▶

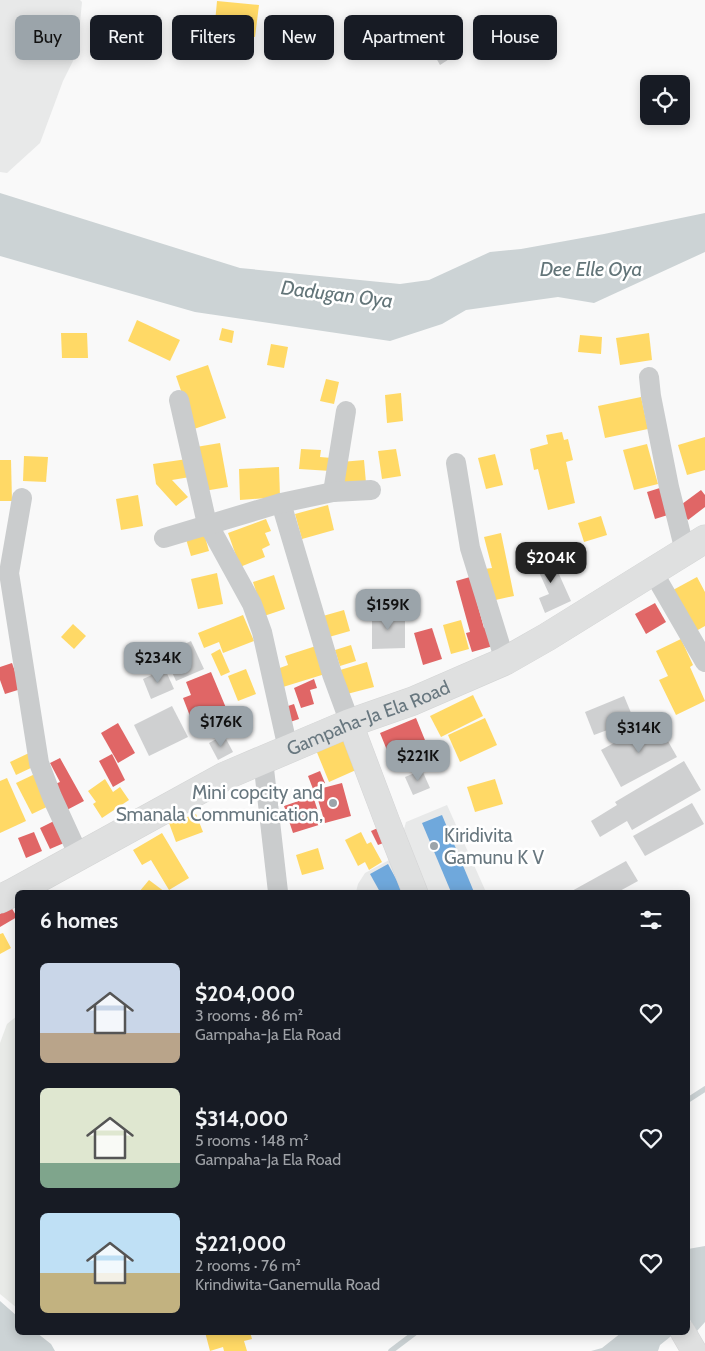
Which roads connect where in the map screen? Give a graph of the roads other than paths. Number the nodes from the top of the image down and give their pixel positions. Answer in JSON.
{"nodes":[{"id":1,"x":649,"y":377,"type":"dead end"},
{"id":2,"x":179,"y":400,"type":"dead end"},
{"id":3,"x":346,"y":412,"type":"dead end"},
{"id":4,"x":456,"y":463,"type":"dead end"},
{"id":5,"x":371,"y":490,"type":"dead end"},
{"id":6,"x":333,"y":492,"type":"junction"},
{"id":7,"x":22,"y":498,"type":"dead end"},
{"id":8,"x":281,"y":503,"type":"junction"},
{"id":9,"x":207,"y":524,"type":"junction"},
{"id":10,"x":164,"y":538,"type":"dead end"},
{"id":11,"x":695,"y":545,"type":"edge"},
{"id":12,"x":653,"y":572,"type":"junction"},
{"id":13,"x":504,"y":661,"type":"junction"},
{"id":14,"x":705,"y":662,"type":"edge"},
{"id":15,"x":350,"y":723,"type":"junction"},
{"id":16,"x":288,"y":749,"type":"junction"},
{"id":17,"x":263,"y":760,"type":"junction"},
{"id":18,"x":79,"y":856,"type":"junction"},
{"id":19,"x":15,"y":890,"type":"edge"},
{"id":20,"x":15,"y":890,"type":"edge"},
{"id":21,"x":278,"y":890,"type":"edge"},
{"id":22,"x":414,"y":890,"type":"edge"},
{"id":23,"x":0,"y":898,"type":"edge"}],
"edges":[{"from":1,"to":11,"type":"street"},
{"from":2,"to":9,"type":"street"},
{"from":3,"to":6,"type":"street"},
{"from":4,"to":13,"type":"street"},
{"from":5,"to":6,"type":"street"},
{"from":6,"to":8,"type":"street"},
{"from":7,"to":18,"type":"street"},
{"from":8,"to":9,"type":"street"},
{"from":8,"to":15,"type":"street"},
{"from":9,"to":10,"type":"street"},
{"from":9,"to":16,"type":"street"},
{"from":11,"to":12,"type":"highway","name":"Gampaha-Ja Ela Road"},
{"from":12,"to":13,"type":"highway","name":"Gampaha-Ja Ela Road"},
{"from":12,"to":14,"type":"street"},
{"from":13,"to":15,"type":"highway","name":"Gampaha-Ja Ela Road"},
{"from":15,"to":16,"type":"highway","name":"Gampaha-Ja Ela Road"},
{"from":15,"to":22,"type":"main road"},
{"from":16,"to":17,"type":"highway","name":"Gampaha-Ja Ela Road"},
{"from":17,"to":18,"type":"highway","name":"Gampaha-Ja Ela Road"},
{"from":17,"to":21,"type":"street"},
{"from":18,"to":20,"type":"highway","name":"Gampaha-Ja Ela Road"},
{"from":19,"to":23,"type":"highway","name":"Gampaha-Ja Ela Road"}]}
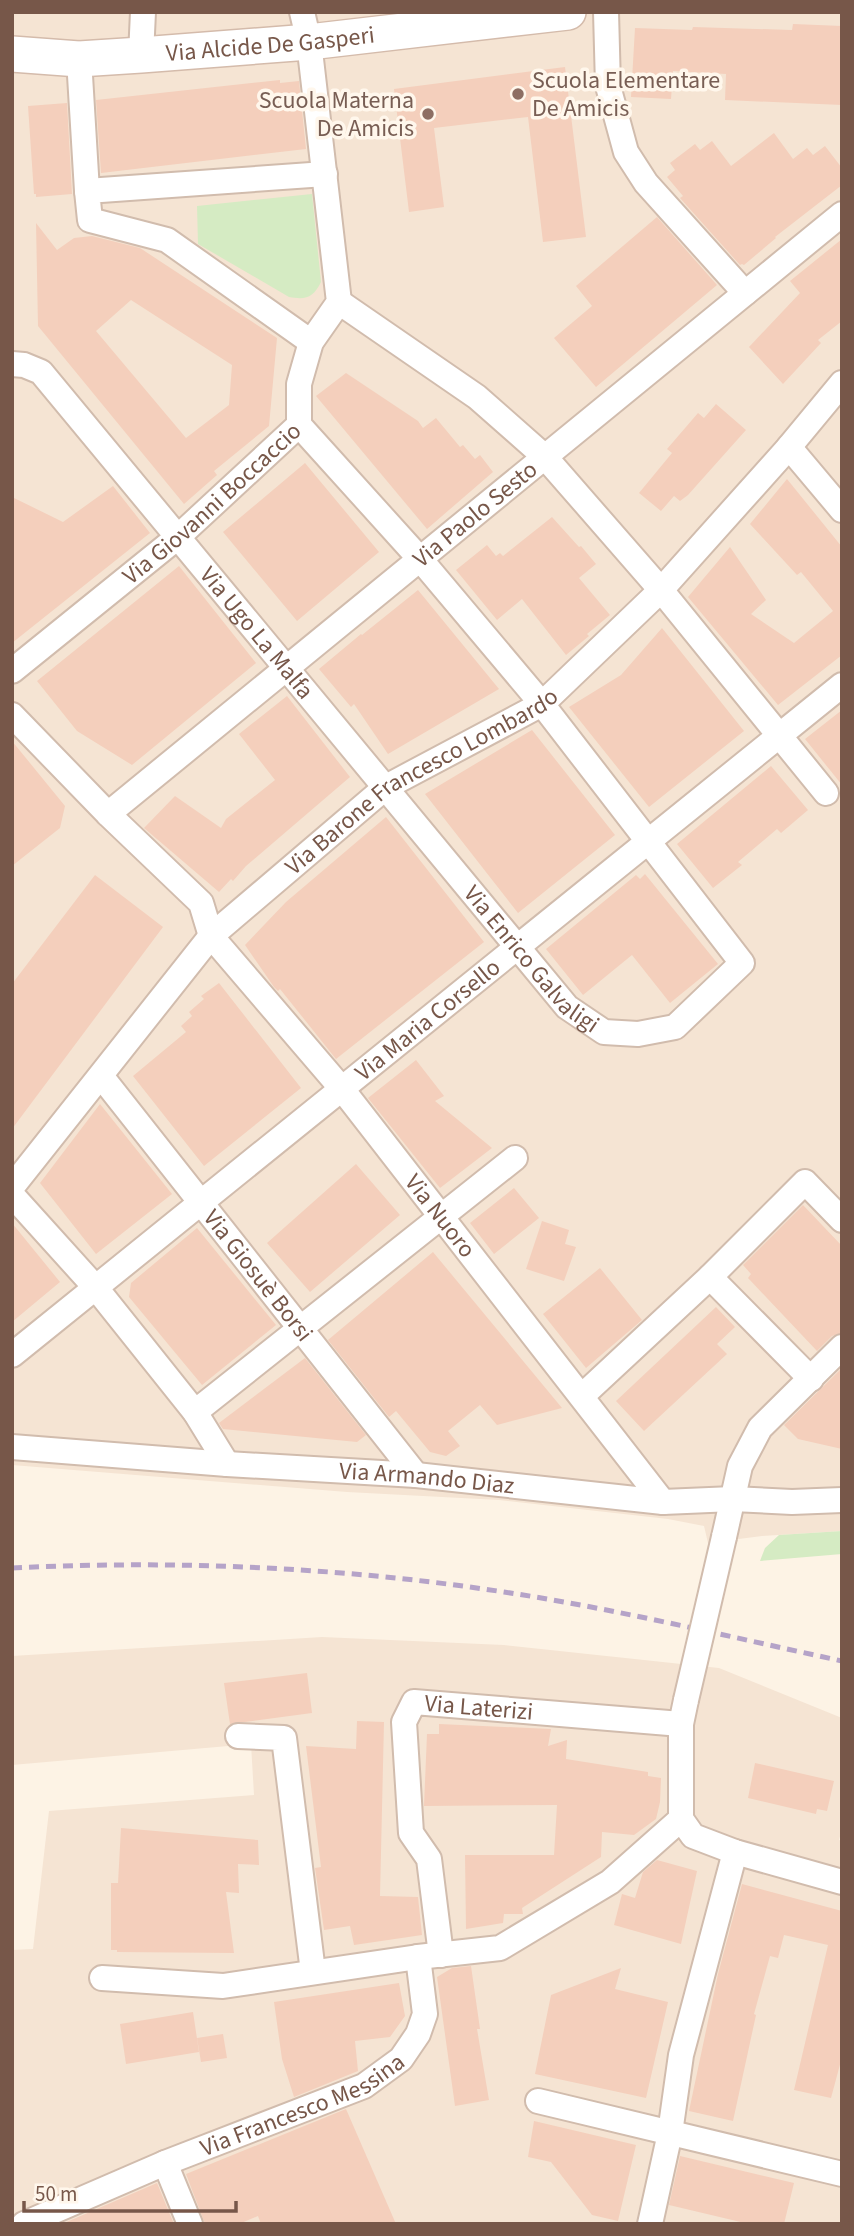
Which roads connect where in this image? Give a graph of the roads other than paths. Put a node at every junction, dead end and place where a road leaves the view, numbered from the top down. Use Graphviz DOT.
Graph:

◀

Only one span is to be repeated: the line with "Which roads connect where in this" through the final line of the entries above, word for word.

| RESULT OF THE TASK |
Which roads connect where in this image? Give a graph of the roads other than paths. Put a node at every junction, dead end and place where a road leaves the view, numbered from the top down. Use Graphviz DOT.
Graph:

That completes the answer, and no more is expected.